Mr. FULLER. You speak of phenomena of which we know littlethe as yet mystifying phenomena that transpires as that unspoken communication between humans which occurs when human beings are, within themselves, highly convinced of the integrity of their decisions having been made only on behalf of the many. I am quite confident that we will have scientifically reproducible proof within the next decade that what humans experience as telepathy is ultra, ultra high frequency electromagnetic wave communication to transceive which all humans are innately equipped.

Humanity has been asking much too much of its political representatives. It has asked them to be responsible for thinking. Now, for the first time in history, all of humanity is literate, and all of humanity knows about everybody else. For the first time in the history of humanity we have the capability of safely implementing direct democratic expression. I meet very large numbers of audiences-this last year an average of 1,500 people on 150 occasions. The majority of my audiences is young. I established a self-discipline a half century ago whereby I was never to ask anybody to listen to me. I was to talk to others only when I was asked to do so-and then I must give them my best. More and more people everywhere ask me to come to talk to them. I am telling them about our "final exam" and that I feel that whether humanity can "pass" is to be answered entirely within the mind of the individual. Do we really have the integrity? Do we really understand that each of us is only here for all the others? If the answer is, "I am here for me," then I think humanity is going to fail its exam.

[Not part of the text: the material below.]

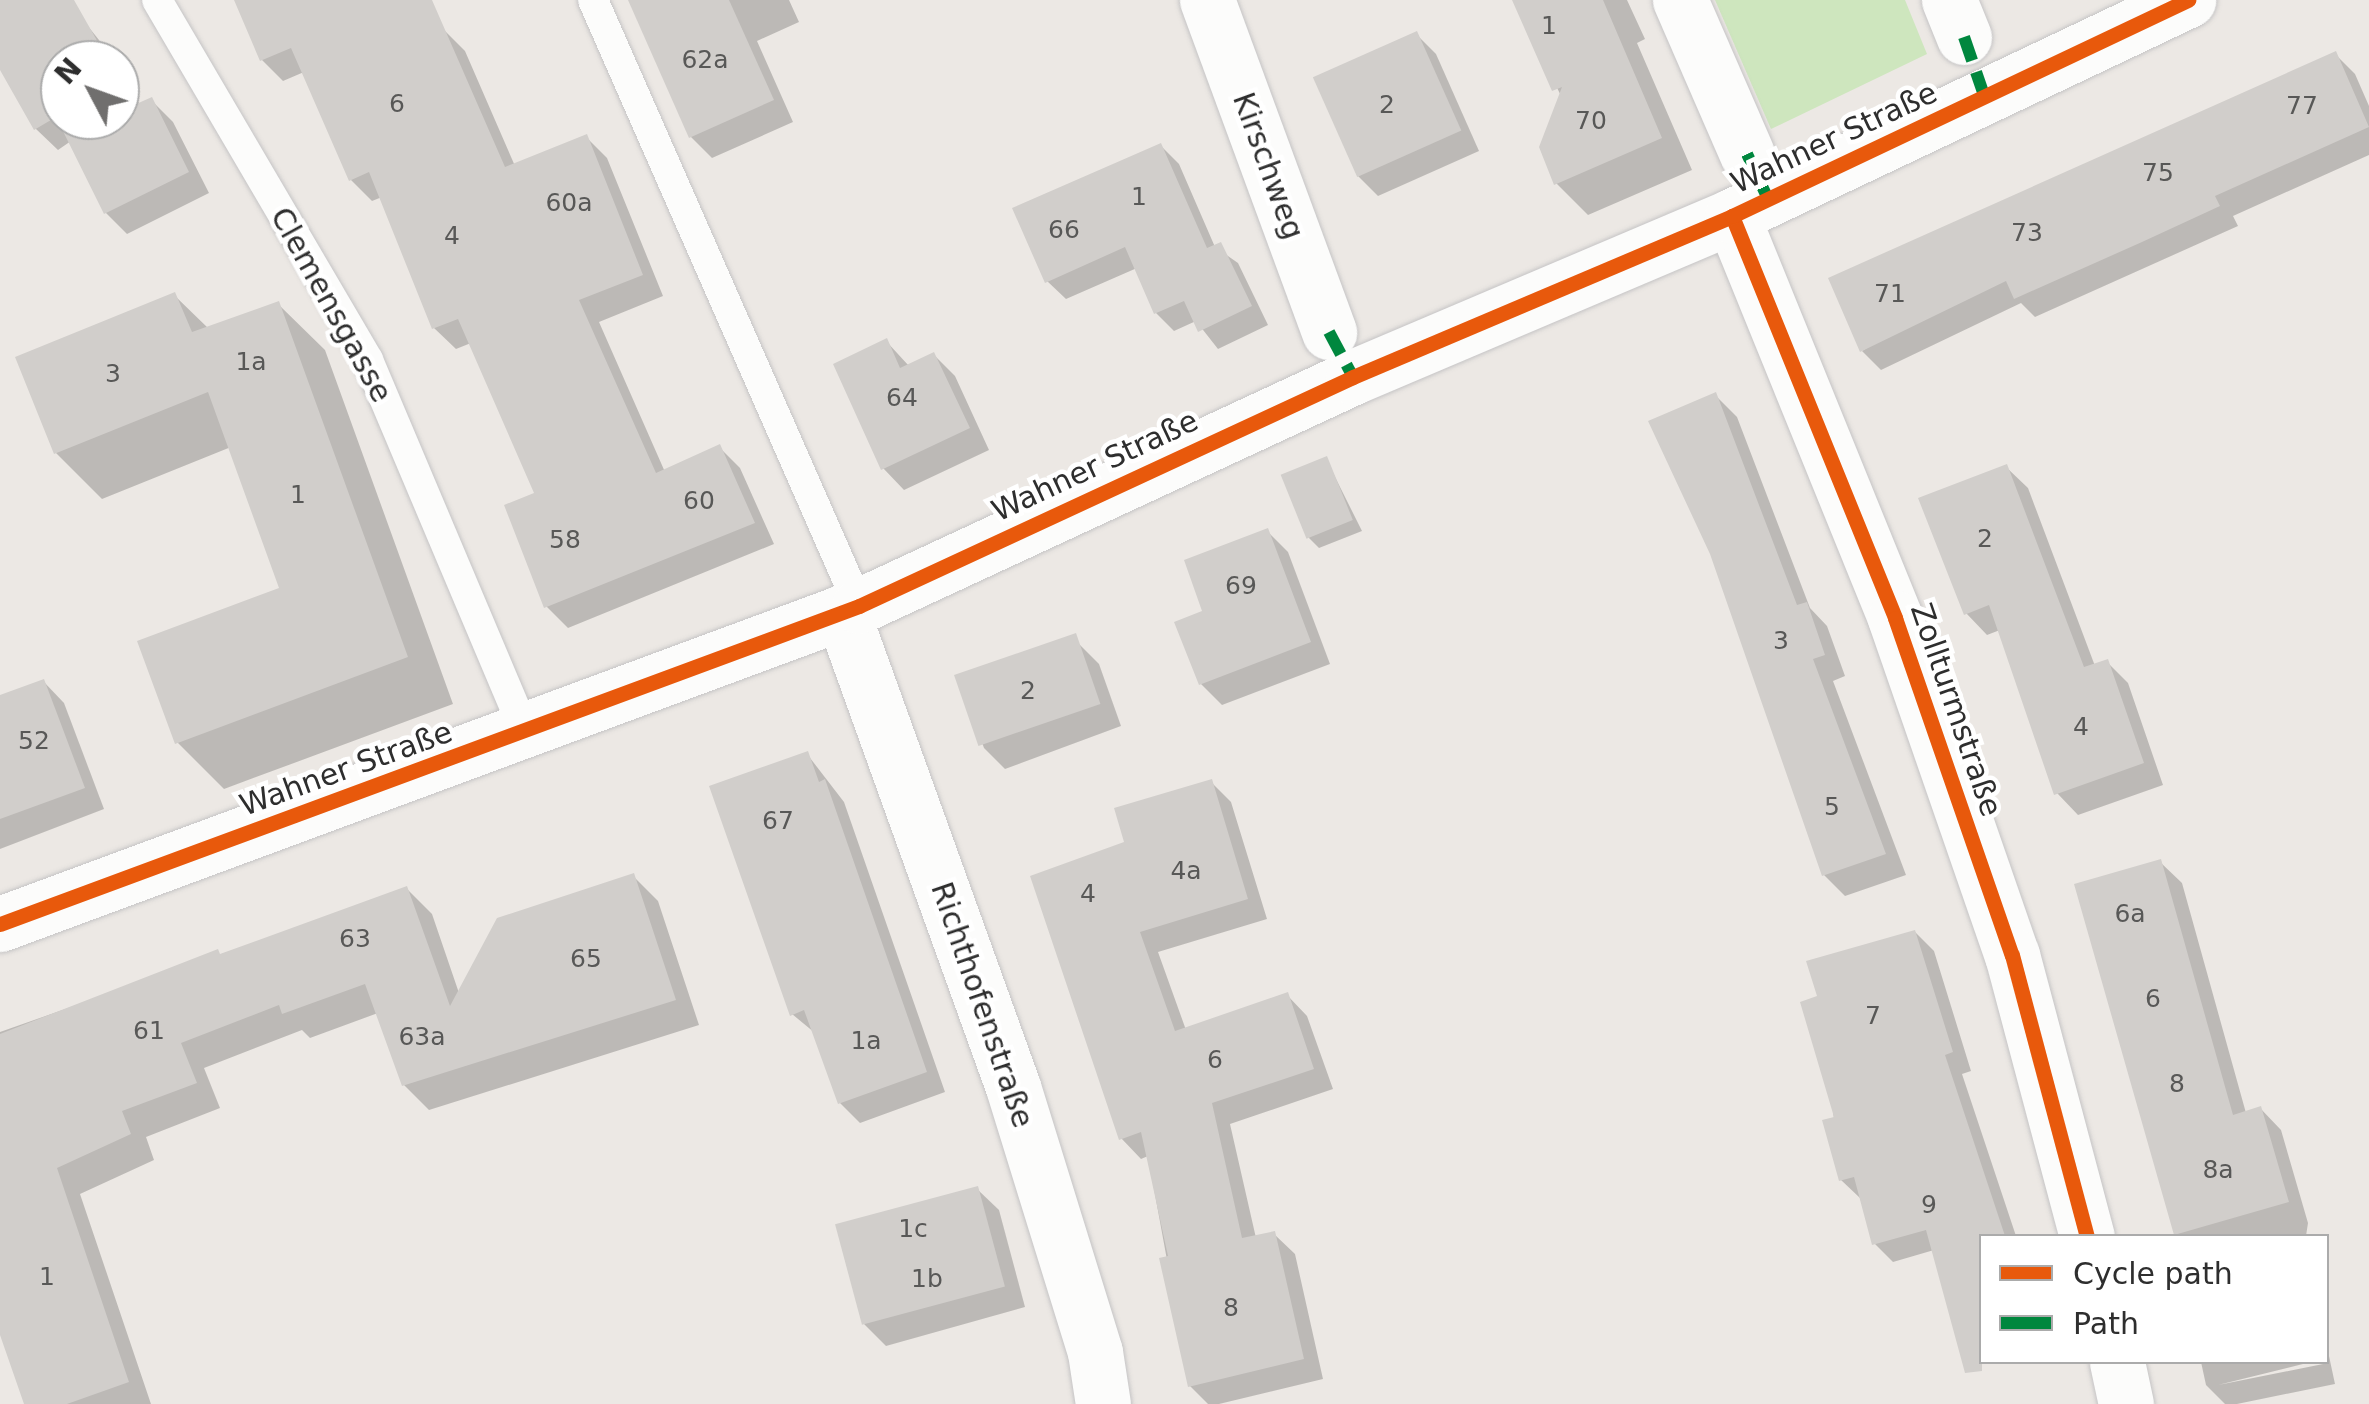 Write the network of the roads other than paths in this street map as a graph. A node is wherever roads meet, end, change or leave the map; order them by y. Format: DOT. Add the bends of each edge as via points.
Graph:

I think that extraordinary individual courage-which dares to listen to its own cognition of the truth-is going to have to be manifest. I feel the knowledge that this is so is now emerging into prominence in human thought everywhere around the world. I have been around the world 37 times now; not as a tourist but incidental to my work. I do not have any agency or sales staff who solicit employment of whatever my potential functioning may be. I do not compete with others. Whatever I do with other humans must be spontaneously initiated by others. In this way, I stay attuned to Nature's evolutionary wave front. I have been invited to speak or take an appointment at 421 universities and colleges around the world. From direct spontaneous talk with people around the world, I find arising a spirit of truthfulness, comprehension and tolerance as most powerfully manifest in the voung world which transcends all political biases. Senator PERCY. Thank you very much.

Mr. Scammon, we welcome you this morning as not only a leading expert on public attitudes, but also as a former delegate to the U.N. General Assembly.

NATURE OF THIRD WORLD MAJORITY AT THE U.N.

Do you observe any similarities between the third world majority in the General Assembly and the real majority of the American voting public, which you and Mr. Wattenburg studied in 1968 ?

Mr. SCAMMON. No, I would not think that there would be many simiJerities except we are all members of the human race. It stops about there.

The fact is, many of the third world countries are not democratic states. One would hope they are emerging to that status, but unless you can find a freedom to speak out, whether pro or con, up or down, sideways, you cannot really maintain that kind of close association with people which is so essential as you pointed out, Senator Humphrey. And it is so important if you are really going to translate this parliament of governments to a parliament of man-which one would hope it might eventually become.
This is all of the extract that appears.